Supplied records:

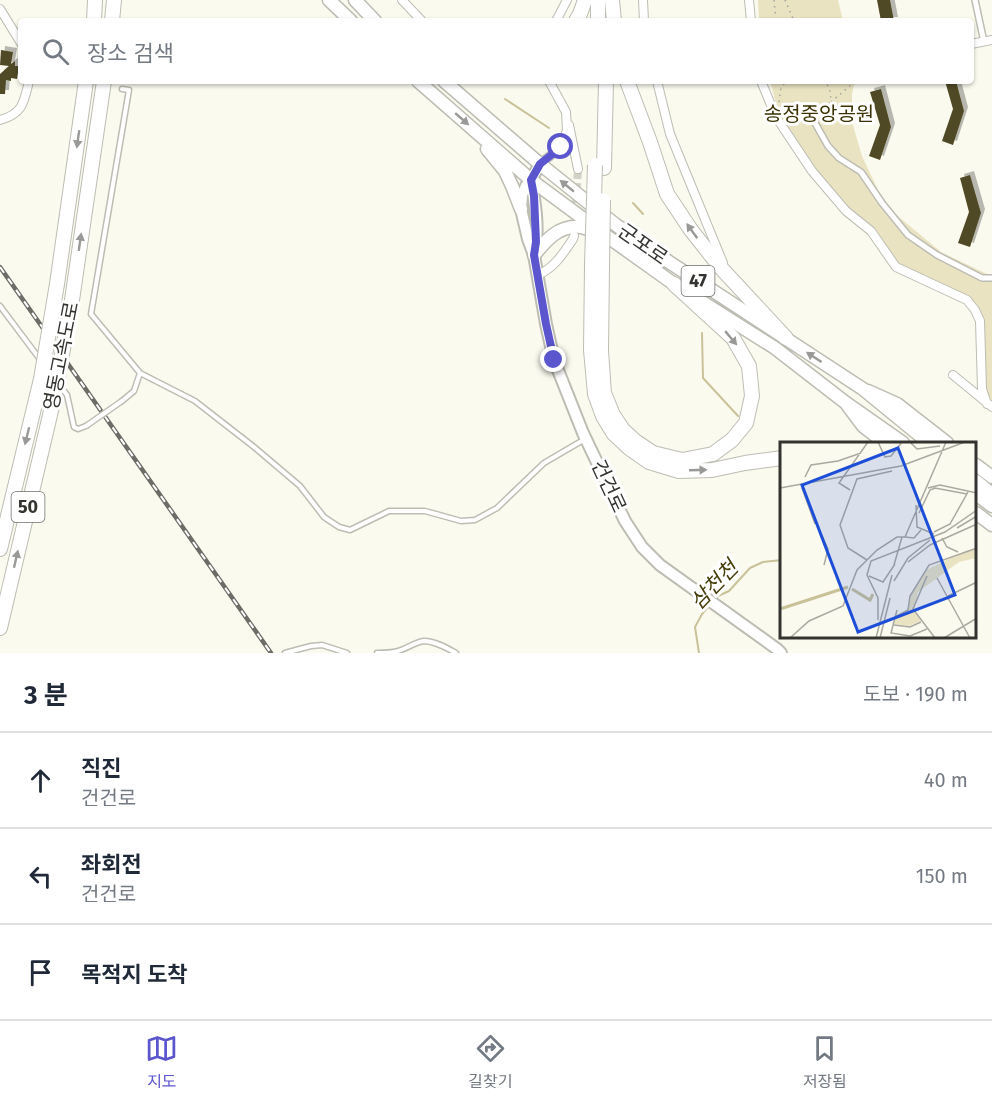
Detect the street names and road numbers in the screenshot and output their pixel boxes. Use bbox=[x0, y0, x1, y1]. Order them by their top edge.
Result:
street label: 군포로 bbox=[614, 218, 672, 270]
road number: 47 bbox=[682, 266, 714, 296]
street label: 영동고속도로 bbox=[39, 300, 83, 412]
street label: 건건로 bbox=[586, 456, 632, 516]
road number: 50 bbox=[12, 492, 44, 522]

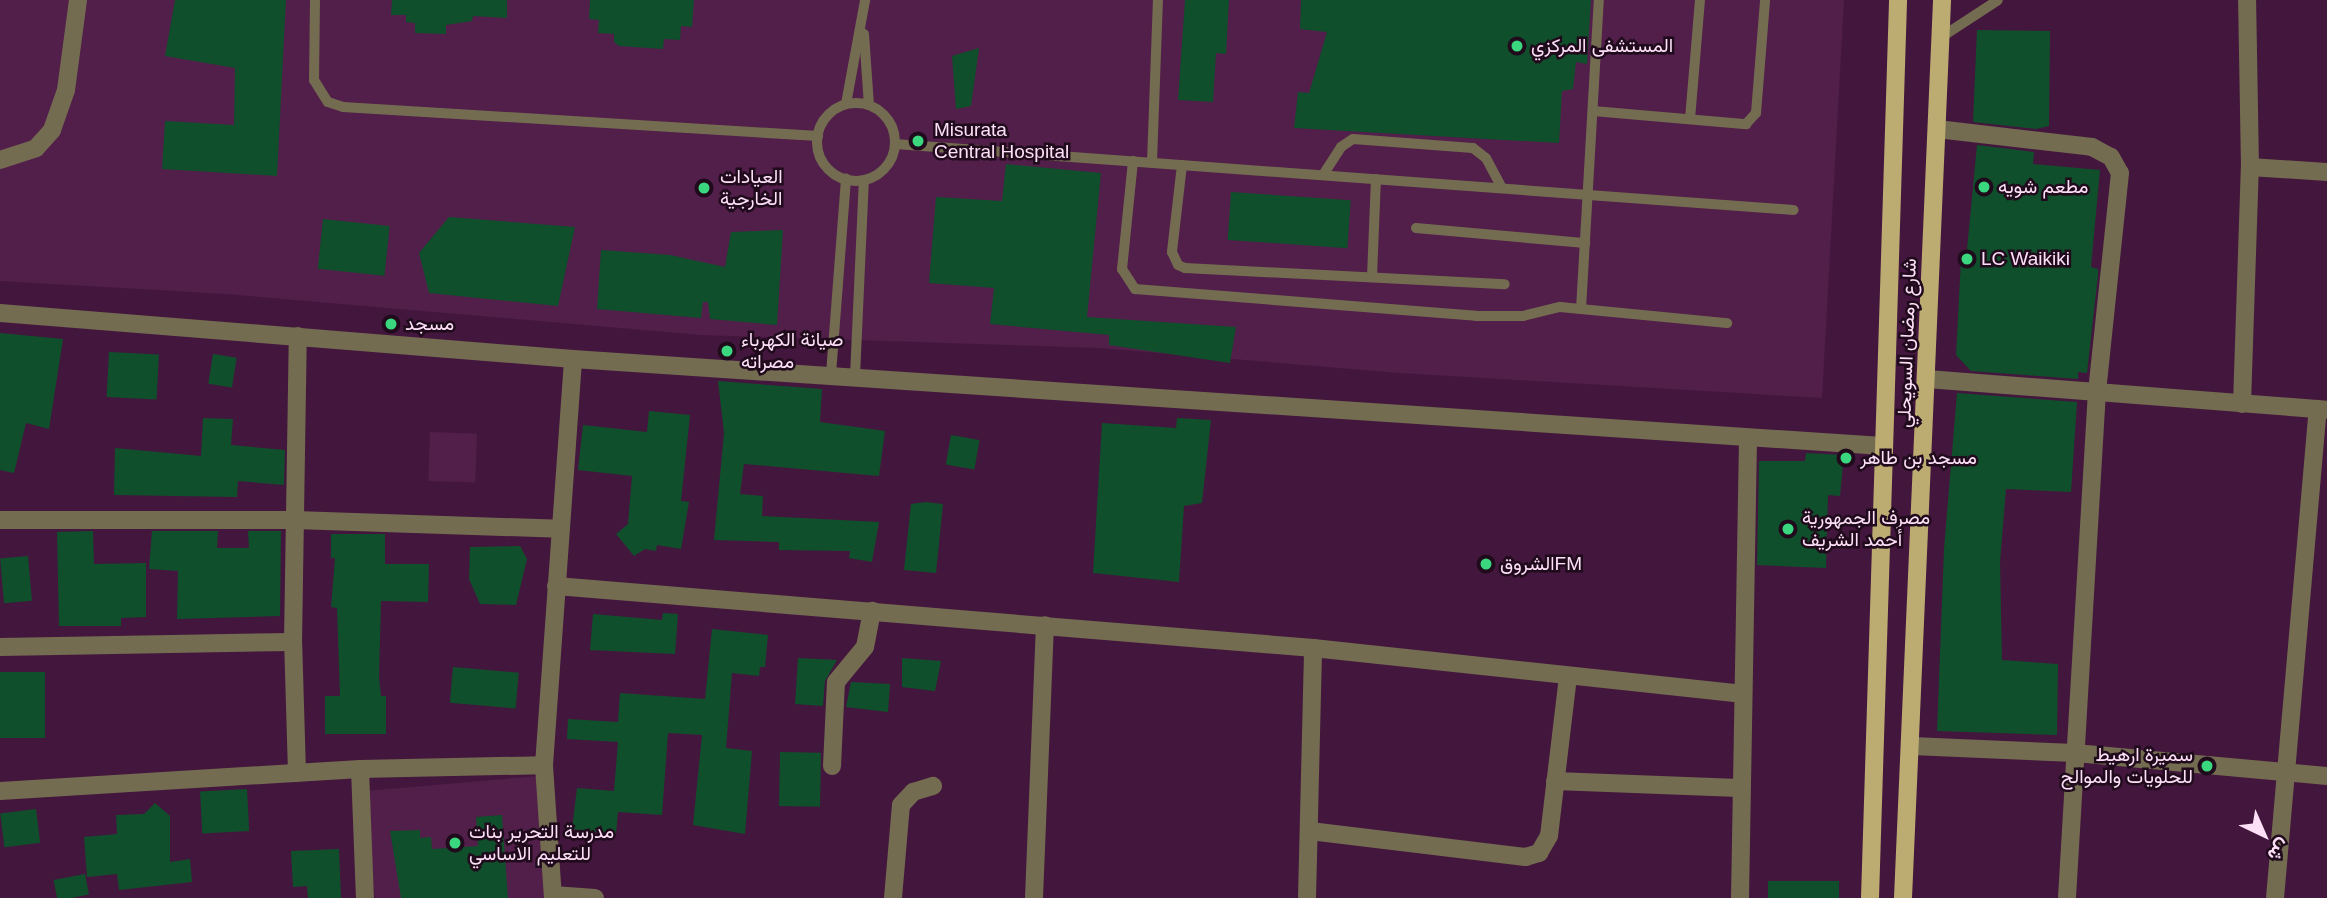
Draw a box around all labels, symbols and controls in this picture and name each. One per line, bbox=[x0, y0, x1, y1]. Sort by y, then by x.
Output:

Task item:
Reproduce each line above precisely, with no pictures.

Expected answer:
Detect the street names and road numbers in the screenshot and output their pixel boxes. Use bbox=[x0, y0, x1, y1]. Order them by their top edge.
Result:
street label: 군포로 bbox=[614, 218, 672, 270]
road number: 47 bbox=[682, 266, 714, 296]
street label: 영동고속도로 bbox=[39, 300, 83, 412]
street label: 건건로 bbox=[586, 456, 632, 516]
road number: 50 bbox=[12, 492, 44, 522]

Draw a box around all labels, symbols and controls in this picture and name each. One per line, bbox=[x0, y0, x1, y1]. Sort by y, then by x.
Output:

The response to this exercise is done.